Melihat berita ini kita turut prihatin dengan kondisi kualitas pendidikan generasi muda di negeri ini. Padahal di sekolah bapak ibu guru seringkali memberikan bimbingan terkait akhlak dan moral kepada mereka. Apalagi di sekolah juga sudah diberikan bimbingan agar senantiasa berbuat jujur dan tidak boleh curang saat ujian. Tetapi kenyataannya kita masih banyak menjumpai adanya ketidakjujuran dalam kasus UTBK SNBT. Hal ini menunjukkan adanya penurunan kualitas pendidikan nasional terkait masalah karakter kepribadian maupun sikap dan moral generasi muda baik itu pelajar maupun mahasiswa. 

Fakta ini menunjukkan dampak buruk dalam pendidikan yang menggunakan kapitalisme sekuler sebagai pedoman. Terlebih lagi, yang dijadikan standar ukuran kesuksesan dan kebahagiaan itu hanya pada hasil yang bersifat materi semata. Oleh karena itulah, para pelajar ini mengabaikan sikap kejujuran dan tidak peduli halal haram dalam proses pelaksanaan UTBK untuk dapat diterima di perguruan tinggi negeri yang favorit. 

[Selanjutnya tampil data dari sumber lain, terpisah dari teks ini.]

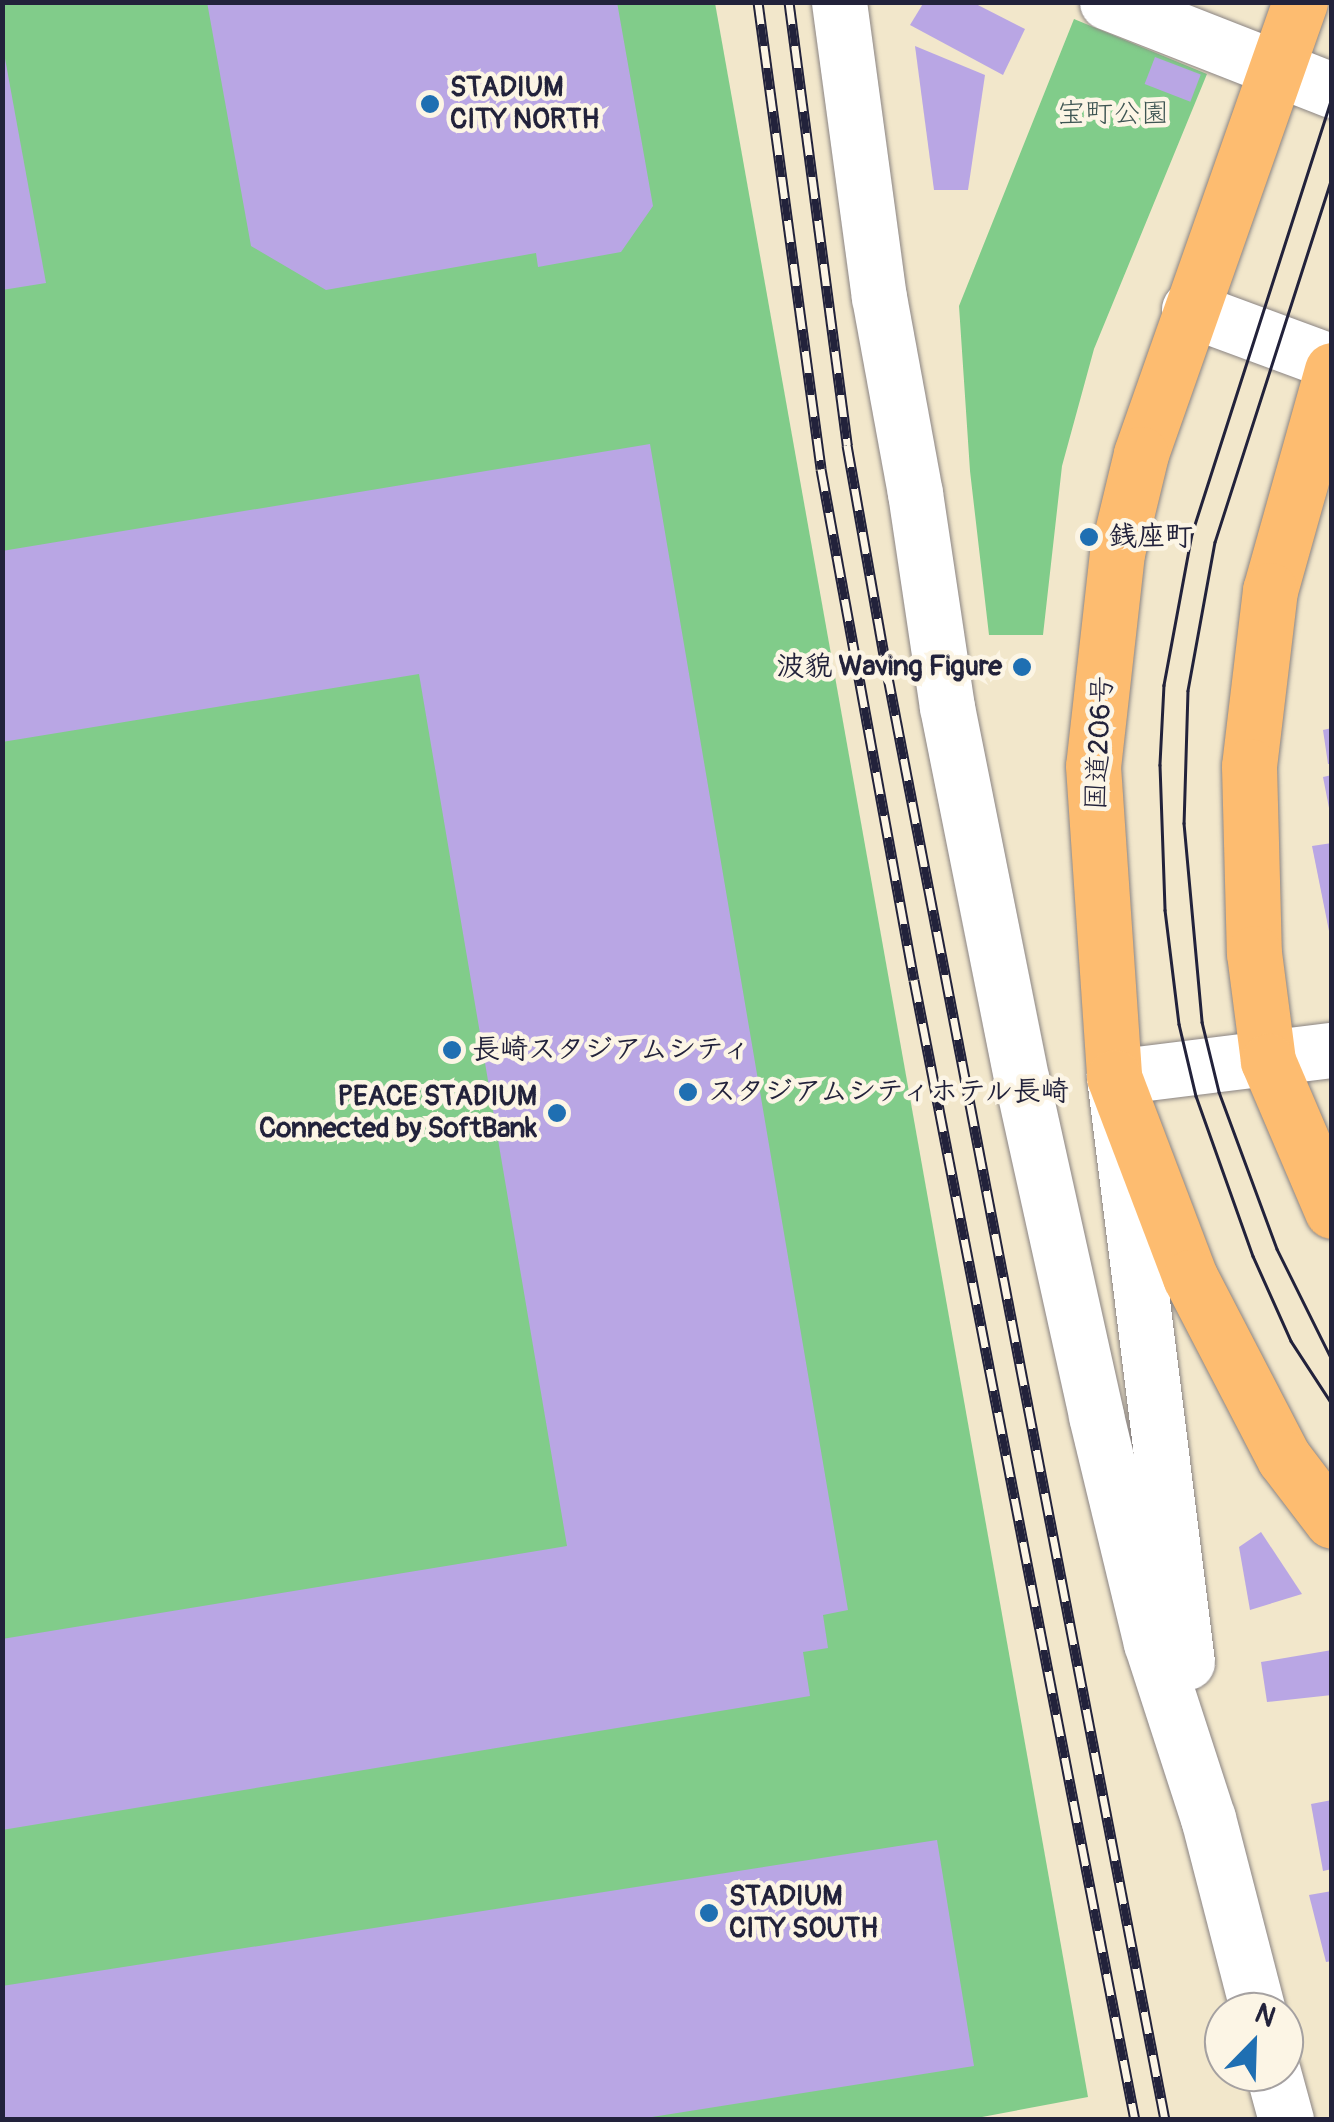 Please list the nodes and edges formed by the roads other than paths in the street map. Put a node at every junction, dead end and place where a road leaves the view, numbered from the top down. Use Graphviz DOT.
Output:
graph roads {
  1 [pos="839,2"];
  2 [pos="1107,2"];
  3 [pos="1300,2"];
  4 [pos="1277,68"];
  5 [pos="1332,90"];
  6 [pos="1189,309"];
  7 [pos="1332,362"];
  8 [pos="1332,370"];
  9 [pos="1332,1050"];
  10 [pos="1268,1061"];
  11 [pos="1114,1077"];
  12 [pos="1332,1211"];
  13 [pos="1332,1521"];
  14 [pos="1208,1818"];
  15 [pos="1253,1992"];
  16 [pos="1279,2092"];
  17 [pos="1286,2120"];
  1 -- 14 [label="street"];
  2 -- 4 [label="street"];
  3 -- 4 [label="highway, 国道206号"];
  4 -- 5 [label="street"];
  4 -- 6 [label="highway, 国道206号"];
  6 -- 7 [label="street"];
  6 -- 11 [label="highway, 国道206号"];
  8 -- 10 [label="highway"];
  9 -- 10 [label="street"];
  10 -- 11 [label="street"];
  10 -- 12 [label="highway"];
  11 -- 13 [label="highway, 国道206号"];
  11 -- 14 [label="street"];
  14 -- 15 [label="street"];
  16 -- 17 [label="street"];
} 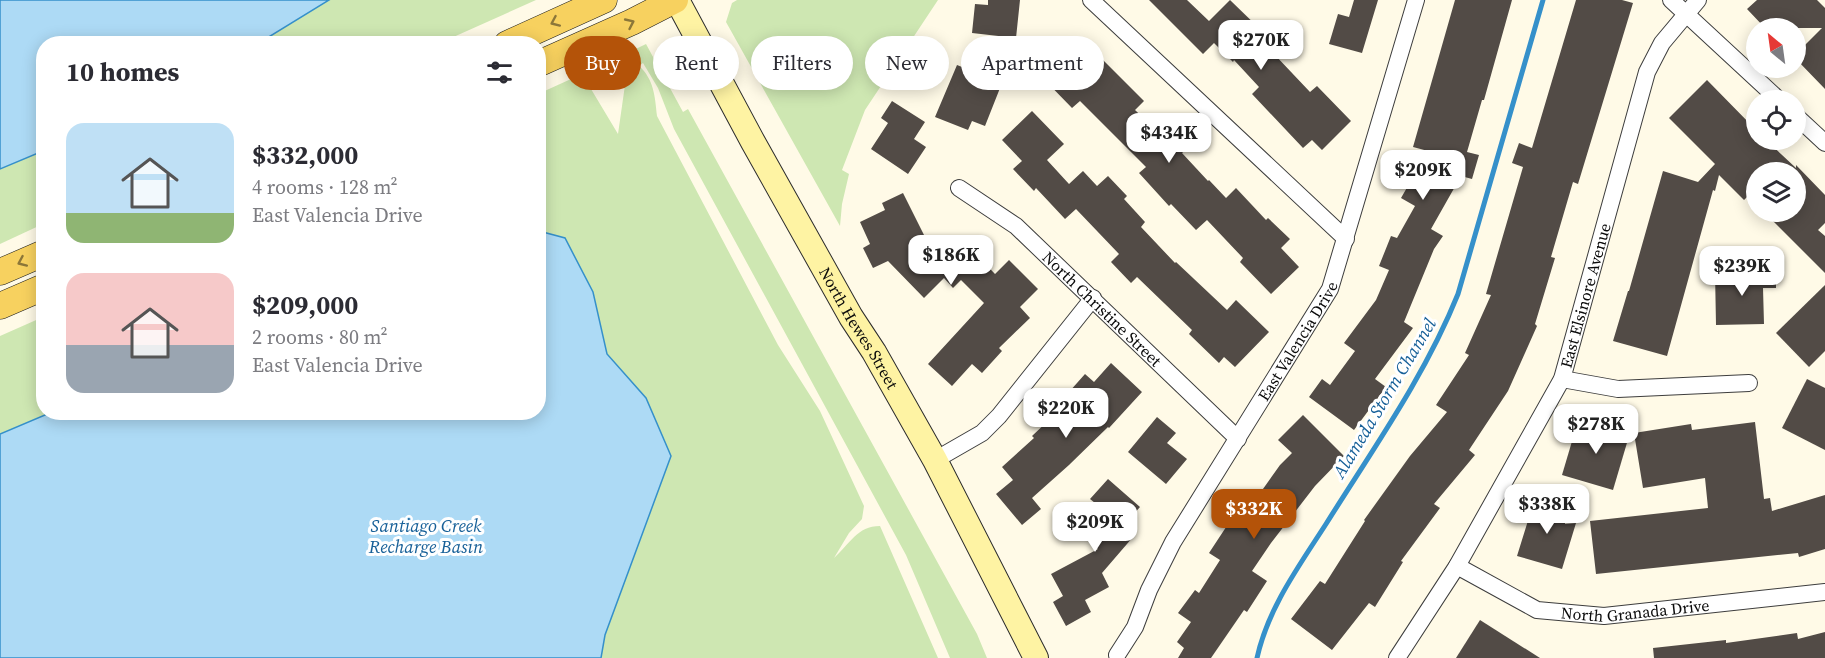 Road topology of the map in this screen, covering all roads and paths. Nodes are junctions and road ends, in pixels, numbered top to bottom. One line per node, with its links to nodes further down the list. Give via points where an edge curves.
1 (604, 0): 8 (main road, one-way to 8)
2 (676, 0): 9 (main road, one-way to 2); 23 (main road, North Hewes Street, via 758,152)
3 (1091, 0): 14 (street)
4 (1416, 0): 14 (street, East Valencia Drive)
5 (1671, 0): 7 (street)
6 (1698, 0): 7 (street, East Elsinore Avenue)
7 (1685, 14): 10 (street); 20 (street, East Elsinore Avenue, via 1662,43 1647,72)
8 (525, 36)
9 (546, 60)
10 (1768, 90)
11 (1806, 125): 12 (street)
12 (1825, 143)
13 (959, 188): 18 (street, North Christine Street, via 1016,226)
14 (1346, 239): 22 (street, East Valencia Drive, via 1330,289)
15 (36, 256): 16 (main road, one-way to 16)
16 (0, 272)
17 (36, 290): 19 (main road)
18 (1093, 298): 22 (street, North Christine Street); 23 (street, via 999,416 982,433)
19 (0, 306)
20 (1562, 379): 21 (street, via 1618,389); 24 (street, East Elsinore Avenue)
21 (1749, 384)
22 (1238, 439): 26 (street, East Valencia Drive, via 1173,542 1135,627)
23 (935, 460): 27 (main road, North Hewes Street)
24 (1457, 567): 25 (street, North Granada Drive, via 1537,610 1604,616); 28 (street, East Elsinore Avenue)
25 (1825, 592)
26 (1117, 654)
27 (1036, 658)
28 (1397, 658) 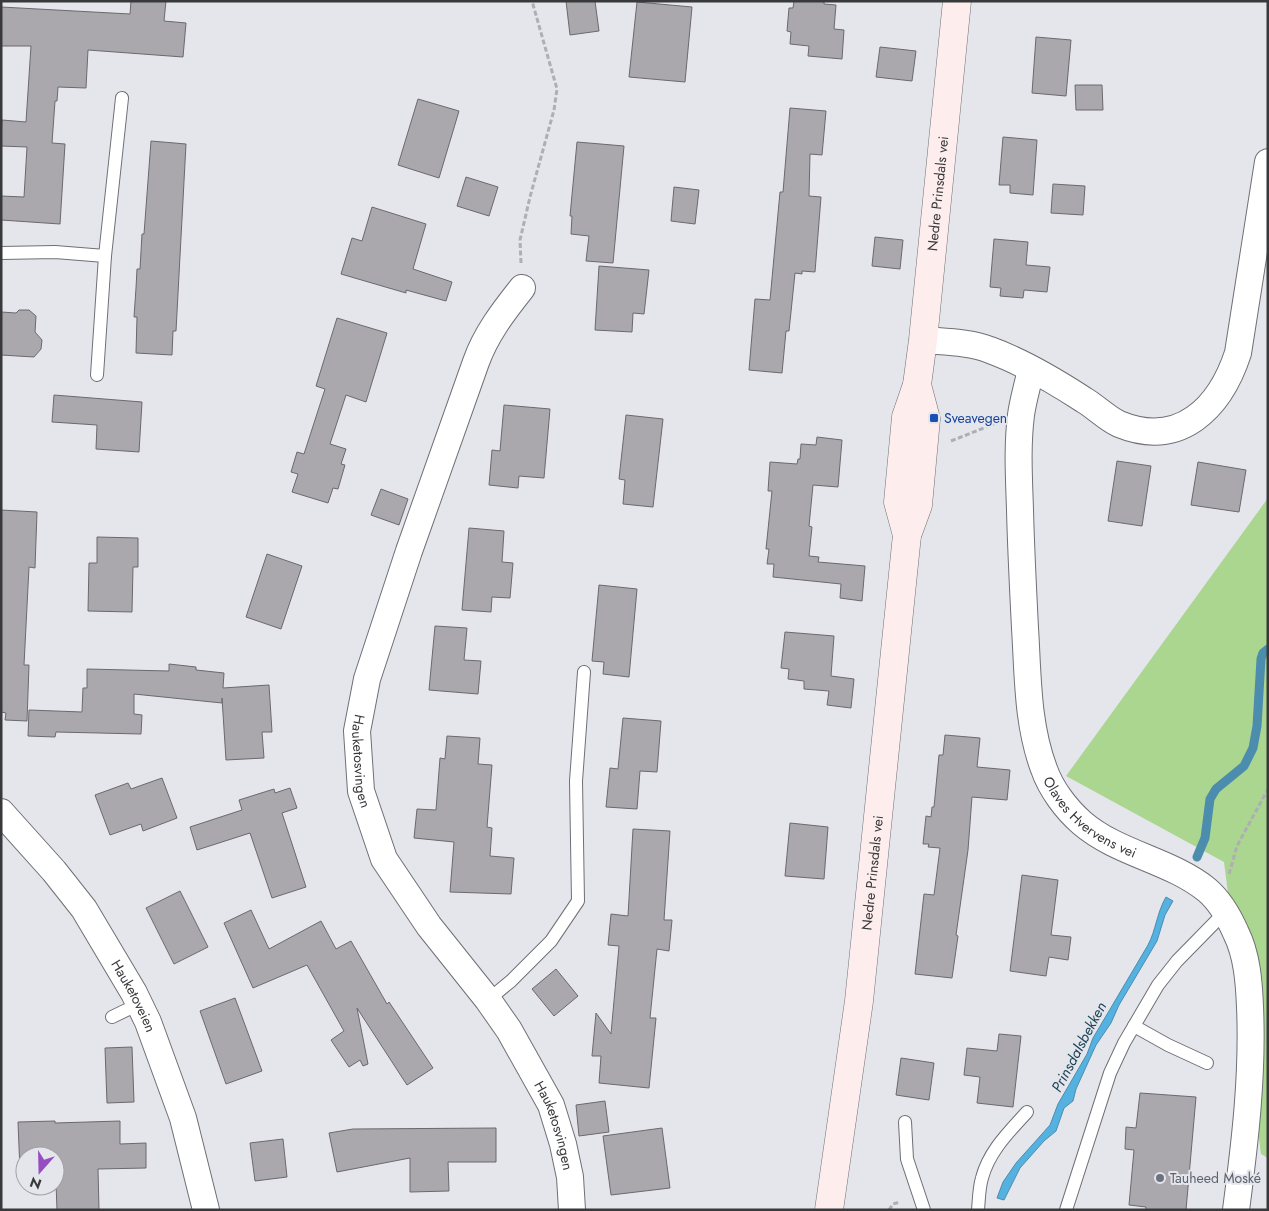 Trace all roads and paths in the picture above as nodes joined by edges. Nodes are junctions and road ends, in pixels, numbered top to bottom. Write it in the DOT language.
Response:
graph roads {
  1 [pos="532,1"];
  2 [pos="957,1"];
  3 [pos="122,98"];
  4 [pos="1268,162"];
  5 [pos="1,253"];
  6 [pos="105,256"];
  7 [pos="522,288"];
  8 [pos="923,340"];
  9 [pos="1031,369"];
  10 [pos="96,375"];
  11 [pos="1021,418"];
  12 [pos="945,443"];
  13 [pos="584,672"];
  14 [pos="1268,789"];
  15 [pos="1,812"];
  16 [pos="1225,912"];
  17 [pos="488,1000"];
  18 [pos="139,1004"];
  19 [pos="112,1017"];
  20 [pos="1134,1026"];
  21 [pos="1207,1062"];
  22 [pos="1026,1112"];
  23 [pos="905,1122"];
  24 [pos="206,1210"];
  25 [pos="572,1210"];
  26 [pos="829,1210"];
  27 [pos="924,1210"];
  28 [pos="978,1210"];
  29 [pos="1066,1210"];
  30 [pos="1236,1210"];
  1 -- 7 [label="path"];
  2 -- 8 [label="main road, Nedre Prinsdals vei"];
  3 -- 6 [label="lane"];
  4 -- 9 [label="street"];
  5 -- 6 [label="lane"];
  6 -- 10 [label="lane"];
  7 -- 17 [label="street, Hauketosvingen"];
  8 -- 9 [label="street"];
  8 -- 26 [label="main road, Nedre Prinsdals vei"];
  9 -- 11 [label="street, Olaves Hvervens vei"];
  11 -- 12 [label="path"];
  11 -- 16 [label="street, Olaves Hvervens vei"];
  13 -- 17 [label="lane"];
  14 -- 16 [label="path"];
  15 -- 18 [label="street, Hauketoveien"];
  16 -- 20 [label="lane"];
  16 -- 30 [label="street, Olaves Hvervens vei"];
  17 -- 25 [label="street, Hauketosvingen"];
  18 -- 19 [label="lane"];
  18 -- 24 [label="street, Hauketoveien"];
  20 -- 21 [label="lane"];
  20 -- 29 [label="lane"];
  22 -- 28 [label="lane"];
  23 -- 27 [label="lane"];
} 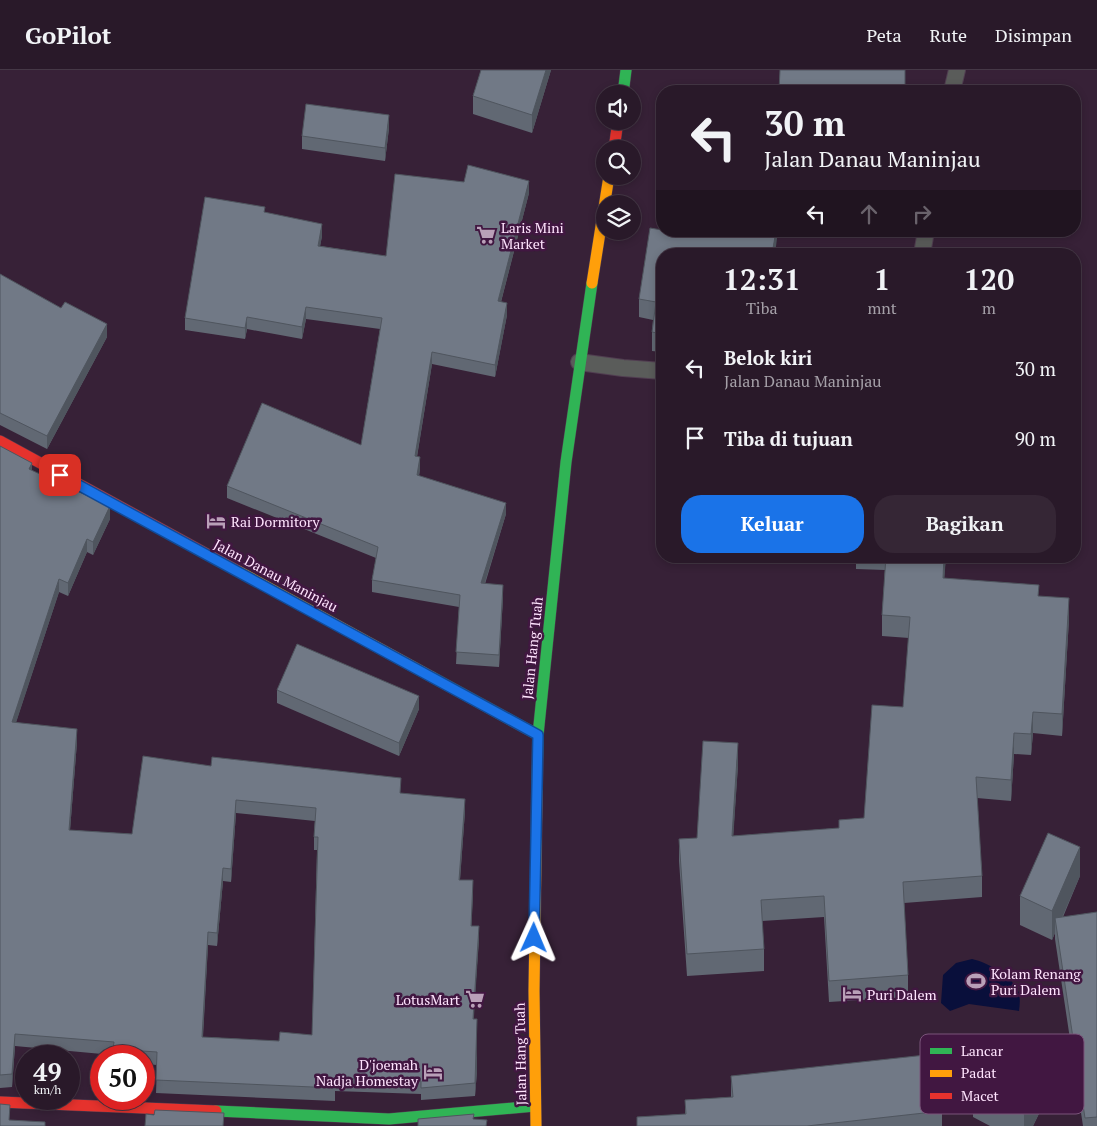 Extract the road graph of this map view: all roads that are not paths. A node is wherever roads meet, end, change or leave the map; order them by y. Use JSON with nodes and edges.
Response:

Kita bisa merujuk bagaimana Islam memberikan tata aturan terkait pendidikan. Pendidikan Islam menjadikan aqidah Islam sebagai pedoman dalam proses pembelajaran untuk membentuk kepribadian Islam bagi pelajar maupun mahasiswa. Islam menjadikan peserta didik terikat dengan hukum syariah dalam melakukan perbuatan termasuk pelaksanaan ujian. Harapannya pelajar dan mahasiswa itu bisa semangat belajar raih prestasi serta terikat dengan halal haram dalam pelaksanaan ujian untuk meraih kesuksesan.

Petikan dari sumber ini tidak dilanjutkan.